J’avais déjà publié un article sur « Entre ciel et terre » sorti en 2010, et nous voici de retour au nord de l’Islande, à la fin du XIXème siècle, avec la suite du voyage initiatique de celui nommé le gamin. Ce dernier a trouvé refuge chez le vieux et taciturne capitaine Kolbeinn et Helga, où il fait la lecture au vieil aveugle, et reçoit aussi une instruction.C’est Avril, mais le blizzard, la tempête de neige et un froid polaire enserrent tout entre leurs griffes. Un jour apparait à la porte un géant que la glace a gelé sur son cheval. C’est Jens le facteur de campagne. Et le gamin sera chargé de l’acompagner pour faire sa tournée : ce mot ici désigne des heures et des jours de marche, le regard obstrué par la neige qui tombe abondamment et sans discontinuer, le corps dans une gangue de glace qui oblige à avancer toujours pour ne pas se coucher et mourir.

Que se passe-t-il dans ce roman? En apparence, pas grand chose, si ce n’est un combat permanent et le feu qui couve sous la glace dans tout le corps du gamin. Ce personnage de grand adolescent est la lumière du livre, il en est la vie. Orphelin, il a perdu tous ceux qu’il aimait, mais tout bouillonne en lui : harcelé par ses sens qui s’éveillent et par des interrogations constantes sur la vie, la mort, le pouvoir des mots…Son bavardage et ses questions incessantes agacent le facteur taciturne, qui ne se plait qu’au loin de la présence de ses semblables. Mais pour affronter cet enfer glacial, ils ont besoin l’un de l’autre. La bataille du gamin contre le froid en est aussi une contre l’attrait de la mort.

Et il faut noter qu’à de nombreuses reprises, le thème des mots et des livres resurgit, dans des phrases de cette beauté-là :

« Il existe des livres qui vous distraient, mais ne remuent en rien les destinées profondes. Ensuite, il y a ceux qui vous amènent à douter, ils vous apportent l’espoir, élargissent le monde , et vous font peut-être connaître le vertige. »

et

« Nous nous sommes mis à la considérer ( la poésie ) comme de la rêvasserie et de l’ornement de fête, nous avons placé toute notre ferveur dans les chiffres et les réalités tangibles, ce que nous ne comprenions pas ou que nous redoutions a été enfermé, cadenassé, dans d’inoffensifs contes populaires. »

ou encore

« Le gamin se penche sur le livre; un long moment on n’entend plus que le battement de son coeur. La neige au-dehors est blanche, et certains mots sont plus riches de couleurs que tous les arcs-en-ciel. »
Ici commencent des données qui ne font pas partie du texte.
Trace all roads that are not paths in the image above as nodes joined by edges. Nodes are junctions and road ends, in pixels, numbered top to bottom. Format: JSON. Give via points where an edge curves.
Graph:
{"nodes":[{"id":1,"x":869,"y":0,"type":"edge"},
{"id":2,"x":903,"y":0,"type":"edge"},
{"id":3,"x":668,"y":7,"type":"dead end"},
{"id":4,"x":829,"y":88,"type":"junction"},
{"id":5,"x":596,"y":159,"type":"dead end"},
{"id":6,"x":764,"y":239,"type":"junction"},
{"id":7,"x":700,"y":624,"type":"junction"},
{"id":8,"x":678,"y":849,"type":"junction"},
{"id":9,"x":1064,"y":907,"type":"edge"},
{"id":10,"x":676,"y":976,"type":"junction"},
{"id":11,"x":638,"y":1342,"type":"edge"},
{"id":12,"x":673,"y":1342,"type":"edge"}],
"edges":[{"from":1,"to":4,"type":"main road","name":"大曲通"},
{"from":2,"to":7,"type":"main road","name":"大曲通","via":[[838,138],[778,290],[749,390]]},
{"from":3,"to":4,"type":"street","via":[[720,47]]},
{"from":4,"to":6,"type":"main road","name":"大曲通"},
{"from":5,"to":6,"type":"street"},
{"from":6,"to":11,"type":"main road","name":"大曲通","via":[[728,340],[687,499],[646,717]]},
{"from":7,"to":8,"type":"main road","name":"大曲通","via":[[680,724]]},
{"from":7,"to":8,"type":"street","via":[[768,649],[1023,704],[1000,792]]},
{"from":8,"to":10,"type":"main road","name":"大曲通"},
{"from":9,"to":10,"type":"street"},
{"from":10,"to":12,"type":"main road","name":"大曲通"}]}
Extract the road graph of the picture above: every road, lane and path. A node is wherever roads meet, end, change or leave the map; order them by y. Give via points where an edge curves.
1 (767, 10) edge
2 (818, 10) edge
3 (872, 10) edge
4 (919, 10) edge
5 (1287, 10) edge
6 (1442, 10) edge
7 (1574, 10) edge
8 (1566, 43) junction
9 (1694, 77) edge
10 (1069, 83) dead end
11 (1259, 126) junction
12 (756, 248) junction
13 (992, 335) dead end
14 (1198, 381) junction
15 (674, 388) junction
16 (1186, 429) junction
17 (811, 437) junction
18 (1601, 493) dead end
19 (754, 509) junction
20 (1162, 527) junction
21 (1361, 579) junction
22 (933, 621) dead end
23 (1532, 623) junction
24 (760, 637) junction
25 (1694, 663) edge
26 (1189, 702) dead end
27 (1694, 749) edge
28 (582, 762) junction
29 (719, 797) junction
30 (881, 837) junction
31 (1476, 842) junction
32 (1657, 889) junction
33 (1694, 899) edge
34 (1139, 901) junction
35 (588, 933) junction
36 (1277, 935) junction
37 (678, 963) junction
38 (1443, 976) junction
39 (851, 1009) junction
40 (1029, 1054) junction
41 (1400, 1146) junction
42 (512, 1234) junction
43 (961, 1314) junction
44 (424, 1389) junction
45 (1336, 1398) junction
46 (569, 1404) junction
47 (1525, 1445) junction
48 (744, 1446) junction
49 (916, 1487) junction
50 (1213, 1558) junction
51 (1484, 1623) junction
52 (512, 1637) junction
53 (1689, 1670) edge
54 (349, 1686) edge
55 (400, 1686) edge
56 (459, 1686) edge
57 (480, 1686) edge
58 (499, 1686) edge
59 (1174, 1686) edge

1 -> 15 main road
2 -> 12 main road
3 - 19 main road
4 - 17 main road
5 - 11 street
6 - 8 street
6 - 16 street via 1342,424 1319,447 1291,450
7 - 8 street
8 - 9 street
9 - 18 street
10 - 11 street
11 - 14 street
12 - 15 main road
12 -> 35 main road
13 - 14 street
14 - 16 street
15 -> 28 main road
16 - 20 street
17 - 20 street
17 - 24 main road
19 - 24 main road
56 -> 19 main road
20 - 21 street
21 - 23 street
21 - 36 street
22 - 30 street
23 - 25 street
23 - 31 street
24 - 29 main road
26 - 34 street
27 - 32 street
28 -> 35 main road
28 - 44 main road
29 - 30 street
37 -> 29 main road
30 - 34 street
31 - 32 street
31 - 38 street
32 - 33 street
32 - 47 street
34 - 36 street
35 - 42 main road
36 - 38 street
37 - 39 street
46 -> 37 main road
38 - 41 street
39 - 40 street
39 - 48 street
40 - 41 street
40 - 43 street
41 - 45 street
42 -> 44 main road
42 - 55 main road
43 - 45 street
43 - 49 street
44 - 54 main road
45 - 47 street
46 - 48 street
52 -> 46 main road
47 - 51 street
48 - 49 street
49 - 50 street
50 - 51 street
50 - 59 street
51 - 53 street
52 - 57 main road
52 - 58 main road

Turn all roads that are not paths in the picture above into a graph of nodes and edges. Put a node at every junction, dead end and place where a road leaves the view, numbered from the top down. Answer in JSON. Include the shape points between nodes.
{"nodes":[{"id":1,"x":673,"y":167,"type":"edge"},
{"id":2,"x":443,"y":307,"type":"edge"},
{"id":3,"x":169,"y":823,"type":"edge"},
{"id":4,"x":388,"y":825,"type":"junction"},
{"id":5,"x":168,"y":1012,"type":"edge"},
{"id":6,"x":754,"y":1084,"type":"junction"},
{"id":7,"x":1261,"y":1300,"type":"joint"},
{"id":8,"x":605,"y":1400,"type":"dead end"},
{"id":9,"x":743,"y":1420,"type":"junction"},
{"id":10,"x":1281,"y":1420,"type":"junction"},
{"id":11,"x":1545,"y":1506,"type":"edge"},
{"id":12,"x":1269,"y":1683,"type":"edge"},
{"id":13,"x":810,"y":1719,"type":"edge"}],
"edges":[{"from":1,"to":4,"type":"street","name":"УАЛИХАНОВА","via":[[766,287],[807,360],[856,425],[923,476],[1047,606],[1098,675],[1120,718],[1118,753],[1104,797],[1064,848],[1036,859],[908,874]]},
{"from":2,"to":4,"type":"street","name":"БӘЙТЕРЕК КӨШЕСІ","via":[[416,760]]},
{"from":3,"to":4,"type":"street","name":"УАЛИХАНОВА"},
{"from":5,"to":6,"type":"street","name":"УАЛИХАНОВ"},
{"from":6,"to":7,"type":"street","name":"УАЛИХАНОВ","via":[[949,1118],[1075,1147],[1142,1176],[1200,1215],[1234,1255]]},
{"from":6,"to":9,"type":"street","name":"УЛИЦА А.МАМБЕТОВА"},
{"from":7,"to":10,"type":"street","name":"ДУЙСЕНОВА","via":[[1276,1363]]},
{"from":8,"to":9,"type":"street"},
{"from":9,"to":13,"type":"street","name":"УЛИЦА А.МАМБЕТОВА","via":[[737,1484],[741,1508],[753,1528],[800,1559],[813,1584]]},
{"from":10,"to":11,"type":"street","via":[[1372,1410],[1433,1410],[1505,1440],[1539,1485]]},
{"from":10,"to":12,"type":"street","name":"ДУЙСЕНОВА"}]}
L’écriture de Stefansson ( qui est très connu chez lui comme poète ) est pure poésie, la réflexion philosophique constante, et sous une apparence de « non-action », sous  cette blancheur qui ensevelit et engourdit tout, tout est en mouvement, corps et esprit, au rythme lent des pas empêchés par la neige et le vent.On avance sans visibilité, mais on avance vaille que vaille. Tout le charme opère par une écriture vraiment magnifique.

« …sa soeur, née la tête emplie d’une telle limpidité que peu de pensées parviennent à y loger, mais où aucun péché ne s’enracine. »     

                Passer du roman brûlant de Silvia Avalonne à cet univers glacé n’a pas été facile, mais que les livres nous offrent de beaux sauts dans l’espace et dans le temps !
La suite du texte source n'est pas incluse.